University of Pennsylvania School of Nursing, Philadelphia, PA, USA.
Corporal Michael J. Crescenz VA Medical Center, Philadelphia, PA, USA.
Inquiry. 2024 Jan-Dec;61:469580241284959. doi: 10.1177/00469580241284959.
COVID-19 mortality disparities for socially vulnerable patients, including individuals facing higher levels of poverty, housing insecurity, and limited transportation, have been linked to the quality of hospitals where they received care. Few studies have examined the specific aspects of hospitals, such as nursing care quality, that may underlie disparate outcomes. Recent studies suggest that nursing resources in the pre-pandemic period were associated with mortality during the COVID-19 public health emergency. In this study, we examined the association between social vulnerability, the nurse work environment, and inpatient mortality among Medicare beneficiaries hospitalized with COVID-19. A cross-sectional analysis was conducted of linked survey data collected from nurses working in New York and Illinois, Medicare claims, American Hospital Association Annual Survey data, and the Social Vulnerability Index (SVI). Higher mortality rates were observed among patients in the highest quartile of social vulnerability compared to the lowest (6870 [25.8%] vs 5019 [19.1%]; P < .001). Using multivariable regression modeling, a statistically significant interaction was found between the highest SVI quartile and the nurse work environment (OR, 0.86; 95% CI, 0.76-0.98; P < .05), implying that the effect of a higher quality nurse work environment on mortality was decidedly greater for patients in the highest quartile (odds ratio = 0.86 × 0.94 = 0.80) compared to patients in the lowest quartile (OR, 0.94). Post-hoc analyses demonstrated that hundreds of COVID-19 related deaths among the most socially vulnerable patients may have been avoided if all hospitals had a high-quality nurse work environment. Strengthening the quality of nurse work environments may help to reduce health disparities and should be considered in public health emergency planning, specifically in hospitals serving socially vulnerable communities.

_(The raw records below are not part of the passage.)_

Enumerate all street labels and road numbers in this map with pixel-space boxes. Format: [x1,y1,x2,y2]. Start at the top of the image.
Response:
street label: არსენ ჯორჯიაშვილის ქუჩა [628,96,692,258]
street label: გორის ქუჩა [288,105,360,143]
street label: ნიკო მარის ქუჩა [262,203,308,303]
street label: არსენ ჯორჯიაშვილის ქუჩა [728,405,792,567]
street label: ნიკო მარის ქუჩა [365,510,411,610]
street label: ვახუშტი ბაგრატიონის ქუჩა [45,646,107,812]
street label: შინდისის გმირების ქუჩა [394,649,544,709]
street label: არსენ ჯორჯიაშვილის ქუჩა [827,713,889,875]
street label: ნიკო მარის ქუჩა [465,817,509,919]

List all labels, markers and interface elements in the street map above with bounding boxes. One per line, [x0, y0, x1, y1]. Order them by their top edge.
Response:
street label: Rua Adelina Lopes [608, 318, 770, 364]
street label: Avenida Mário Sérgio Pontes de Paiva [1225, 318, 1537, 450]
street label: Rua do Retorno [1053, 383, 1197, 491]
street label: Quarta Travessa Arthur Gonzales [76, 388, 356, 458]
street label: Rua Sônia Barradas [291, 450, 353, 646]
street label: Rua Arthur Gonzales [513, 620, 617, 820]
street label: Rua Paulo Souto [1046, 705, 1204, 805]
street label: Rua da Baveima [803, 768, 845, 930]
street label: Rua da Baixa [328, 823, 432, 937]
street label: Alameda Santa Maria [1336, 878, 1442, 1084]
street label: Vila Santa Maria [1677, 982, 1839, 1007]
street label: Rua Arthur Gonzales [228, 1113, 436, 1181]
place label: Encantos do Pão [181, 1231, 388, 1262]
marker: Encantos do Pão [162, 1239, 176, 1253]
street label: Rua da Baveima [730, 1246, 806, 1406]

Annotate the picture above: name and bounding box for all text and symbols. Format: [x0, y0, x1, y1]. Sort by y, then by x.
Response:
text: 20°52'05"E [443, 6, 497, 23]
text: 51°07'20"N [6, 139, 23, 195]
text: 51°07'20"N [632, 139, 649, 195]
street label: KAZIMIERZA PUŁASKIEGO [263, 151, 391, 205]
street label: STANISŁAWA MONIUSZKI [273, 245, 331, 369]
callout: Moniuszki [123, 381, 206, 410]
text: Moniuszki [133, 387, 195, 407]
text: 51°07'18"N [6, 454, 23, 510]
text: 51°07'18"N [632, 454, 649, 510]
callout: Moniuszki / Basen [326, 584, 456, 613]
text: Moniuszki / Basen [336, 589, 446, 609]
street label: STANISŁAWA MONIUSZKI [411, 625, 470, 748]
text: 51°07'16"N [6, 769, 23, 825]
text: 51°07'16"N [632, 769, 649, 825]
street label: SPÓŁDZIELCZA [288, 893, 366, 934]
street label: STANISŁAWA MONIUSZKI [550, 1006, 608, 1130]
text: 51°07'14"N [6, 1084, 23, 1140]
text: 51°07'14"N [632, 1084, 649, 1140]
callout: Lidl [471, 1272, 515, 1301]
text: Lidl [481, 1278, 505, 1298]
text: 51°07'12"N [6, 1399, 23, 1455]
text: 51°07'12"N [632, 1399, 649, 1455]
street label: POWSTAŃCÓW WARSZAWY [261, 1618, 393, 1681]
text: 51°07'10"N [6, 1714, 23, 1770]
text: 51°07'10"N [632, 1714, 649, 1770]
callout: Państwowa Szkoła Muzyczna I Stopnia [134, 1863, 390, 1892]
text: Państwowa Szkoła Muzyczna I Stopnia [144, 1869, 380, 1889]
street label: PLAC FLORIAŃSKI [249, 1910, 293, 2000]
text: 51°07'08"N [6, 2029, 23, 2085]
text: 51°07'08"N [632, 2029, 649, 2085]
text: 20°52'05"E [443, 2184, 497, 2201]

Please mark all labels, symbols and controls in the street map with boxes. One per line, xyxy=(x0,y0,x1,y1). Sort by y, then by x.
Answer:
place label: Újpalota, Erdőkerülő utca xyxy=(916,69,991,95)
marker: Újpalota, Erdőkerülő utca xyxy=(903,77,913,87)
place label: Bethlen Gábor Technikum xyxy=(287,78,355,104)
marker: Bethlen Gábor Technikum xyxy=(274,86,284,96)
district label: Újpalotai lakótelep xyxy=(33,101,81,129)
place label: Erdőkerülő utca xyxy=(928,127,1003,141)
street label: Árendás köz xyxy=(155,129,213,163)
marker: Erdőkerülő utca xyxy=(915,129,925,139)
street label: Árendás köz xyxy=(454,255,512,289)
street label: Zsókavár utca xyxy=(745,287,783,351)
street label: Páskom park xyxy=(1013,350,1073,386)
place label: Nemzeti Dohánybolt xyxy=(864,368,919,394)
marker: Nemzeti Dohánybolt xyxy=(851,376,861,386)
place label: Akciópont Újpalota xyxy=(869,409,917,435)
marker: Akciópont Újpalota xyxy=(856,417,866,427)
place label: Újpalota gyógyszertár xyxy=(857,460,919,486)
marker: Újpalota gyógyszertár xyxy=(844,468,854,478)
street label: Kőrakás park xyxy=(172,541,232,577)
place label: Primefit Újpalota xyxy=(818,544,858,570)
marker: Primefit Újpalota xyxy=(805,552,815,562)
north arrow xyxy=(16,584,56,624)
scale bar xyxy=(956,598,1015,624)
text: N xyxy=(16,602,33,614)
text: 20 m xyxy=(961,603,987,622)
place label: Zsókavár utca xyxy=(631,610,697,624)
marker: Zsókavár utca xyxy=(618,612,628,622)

社会弱势群体患者(包括面临更高贫困水平、住房无保障和交通受限的个体)的 COVID-19 死亡率差异与他们接受治疗的医院的质量有关。很少有研究探讨可能导致结果差异的医院的具体方面,例如护理质量。最近的研究表明,大流行前时期的护理资源与 COVID-19 公共卫生紧急情况下的死亡率有关。在这项研究中,我们研究了社会脆弱性、护士工作环境与 Medicare 受益人生病住院期间 COVID-19 死亡率之间的关联。对在纽约和伊利诺伊州工作的护士的调查数据、医疗保险索赔、美国医院协会年度调查数据和社会脆弱性指数(SVI)进行了横断面分析。与最低四分位的患者相比,社会脆弱性最高四分位的患者死亡率更高(6870[25.8%]与 5019[19.1%];P<0.001)。使用多变量回归模型,发现最高 SVI 四分位与护士工作环境之间存在统计学显著的交互作用(OR,0.86;95%CI,0.76-0.98;P<0.05),这意味着更高质量的护士工作环境对死亡率的影响对最高四分位的患者(比值比=0.86×0.94=0.80)而言显然更大,而对最低四分位的患者(OR,0.94)而言则更小。事后分析表明,如果所有医院都有高质量的护士工作环境,可能会避免数百名社会弱势群体患者与 COVID-19 相关的死亡。加强护士工作环境的质量可能有助于减少健康差距,应在公共卫生应急规划中考虑,特别是在为社会弱势群体服务的医院中。